═════ The records ═════
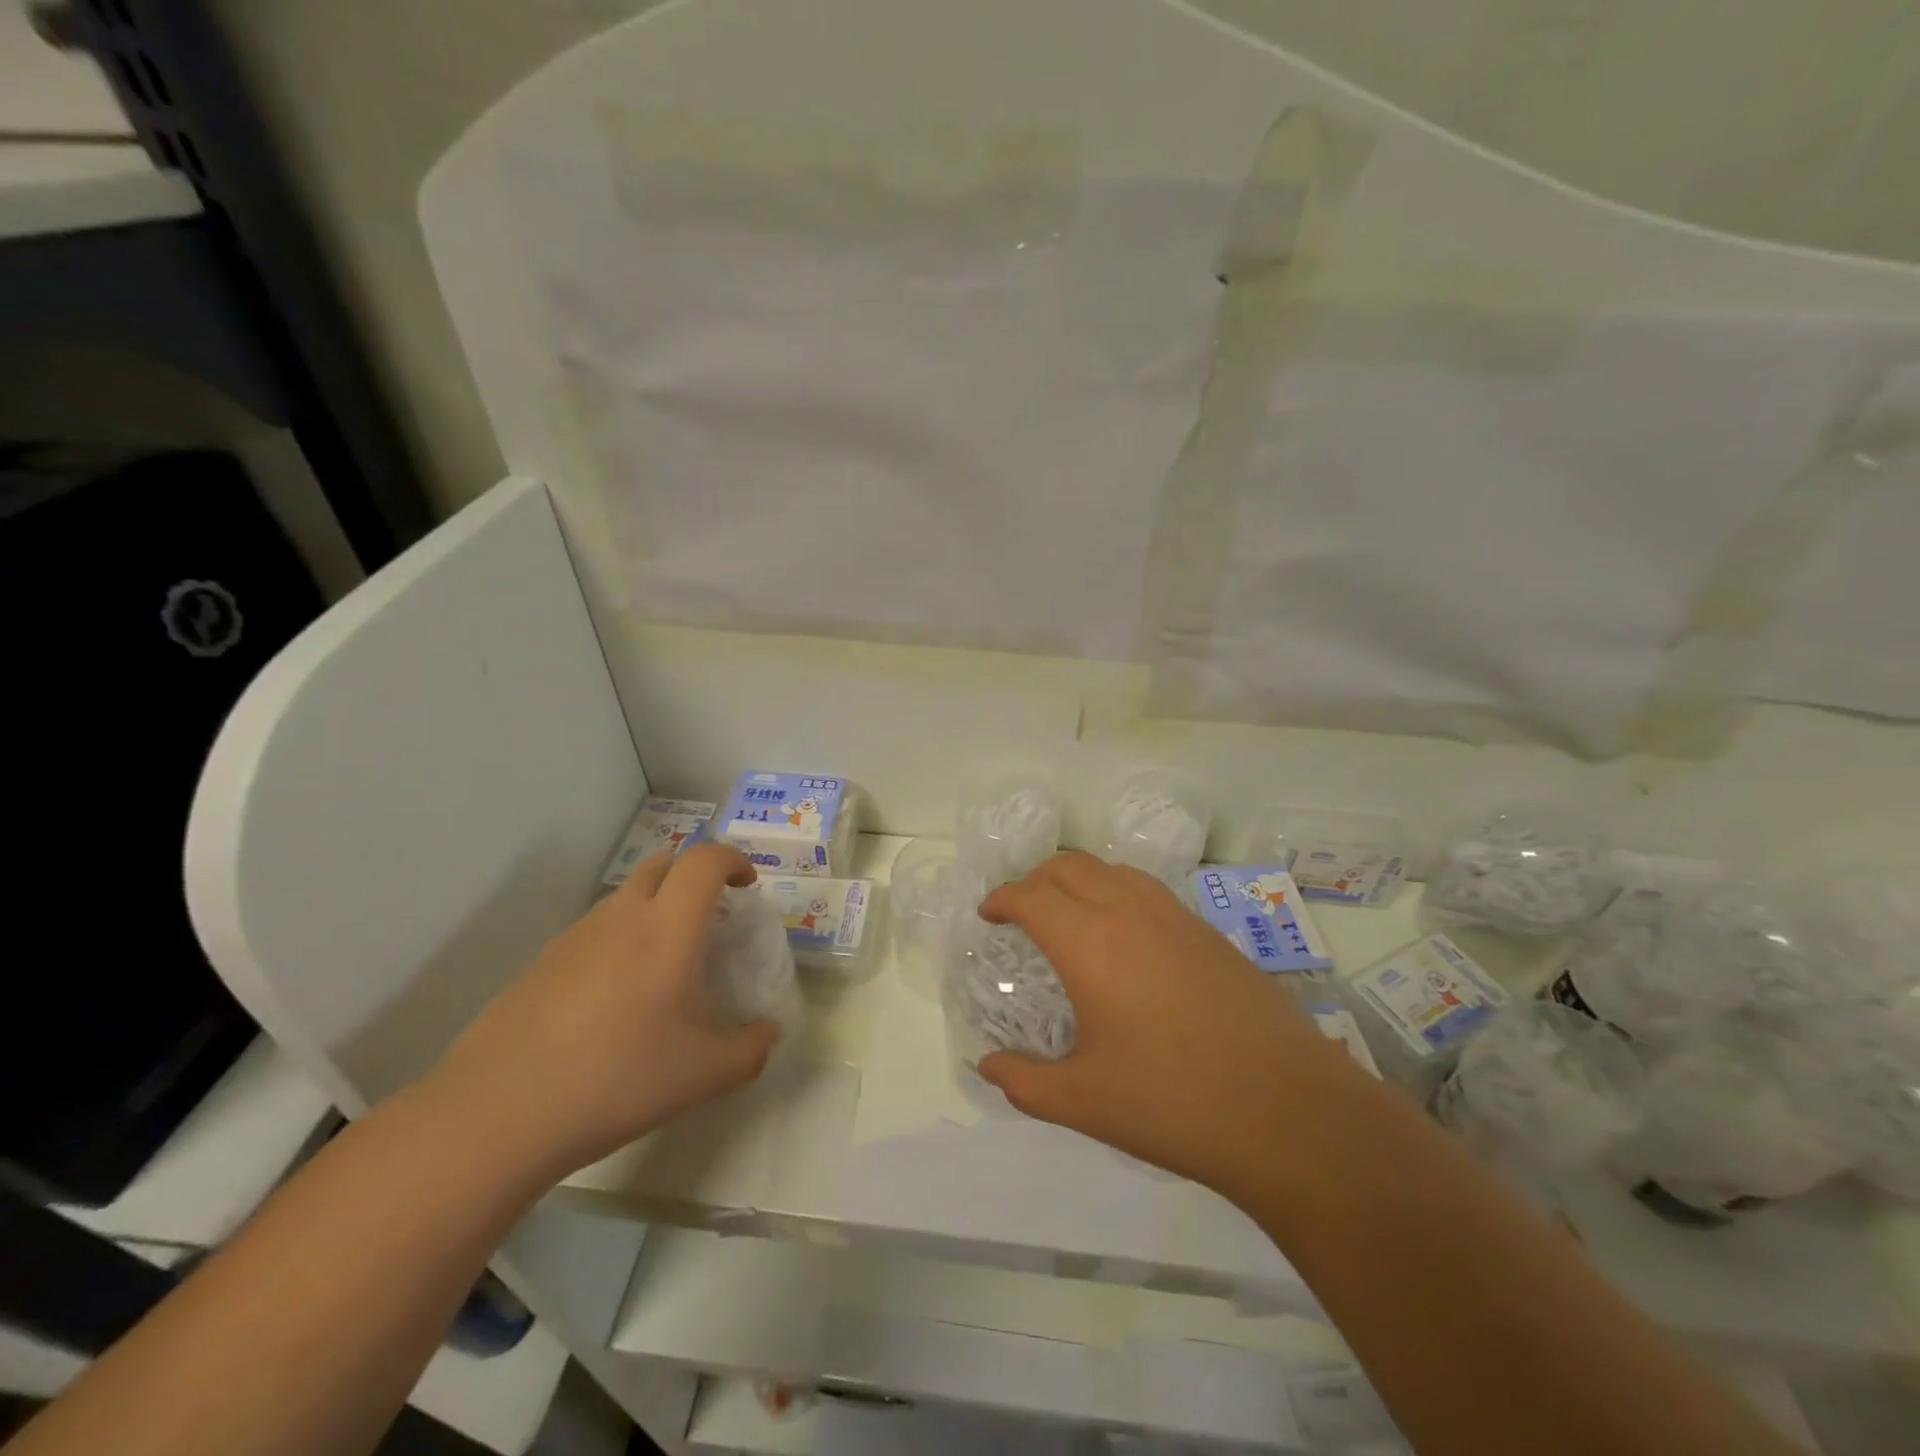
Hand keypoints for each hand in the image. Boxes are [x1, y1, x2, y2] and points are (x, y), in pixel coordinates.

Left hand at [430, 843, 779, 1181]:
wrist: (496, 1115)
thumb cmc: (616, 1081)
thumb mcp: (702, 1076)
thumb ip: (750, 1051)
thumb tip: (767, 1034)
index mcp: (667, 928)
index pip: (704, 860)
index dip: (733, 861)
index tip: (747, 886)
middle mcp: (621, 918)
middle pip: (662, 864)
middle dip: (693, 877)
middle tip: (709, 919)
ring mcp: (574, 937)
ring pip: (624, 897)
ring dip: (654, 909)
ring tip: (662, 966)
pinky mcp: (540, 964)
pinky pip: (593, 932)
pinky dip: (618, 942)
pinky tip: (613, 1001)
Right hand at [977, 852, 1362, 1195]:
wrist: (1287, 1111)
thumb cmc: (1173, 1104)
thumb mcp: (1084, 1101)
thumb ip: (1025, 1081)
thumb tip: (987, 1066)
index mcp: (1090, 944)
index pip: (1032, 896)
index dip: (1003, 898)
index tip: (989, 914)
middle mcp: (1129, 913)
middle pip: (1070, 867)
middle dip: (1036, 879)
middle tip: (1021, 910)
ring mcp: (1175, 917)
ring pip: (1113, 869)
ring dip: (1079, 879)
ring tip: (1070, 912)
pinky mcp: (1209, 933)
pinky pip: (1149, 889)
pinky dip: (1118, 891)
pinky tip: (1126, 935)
═════
Print, from the entries above, the line with "middle pip: (662, 864)", the line with "thumb ip: (1025, 1081)" and all lines between them, exactly and with nothing else.

middle pip: (662, 864)
middle dip: (693, 877)
middle tip: (709, 919)
ring mcp: (574, 937)
ring pip: (624, 897)
ring dip: (654, 909)
ring tip: (662, 966)
pinky mcp: (540, 964)
pinky pip: (593, 932)
pinky dip: (618, 942)
pinky tip: (613, 1001)
Right hand at [977, 852, 1362, 1195]:
wrist: (1287, 1111)
thumb cmc: (1173, 1104)
thumb mcp: (1084, 1101)
thumb ip: (1025, 1081)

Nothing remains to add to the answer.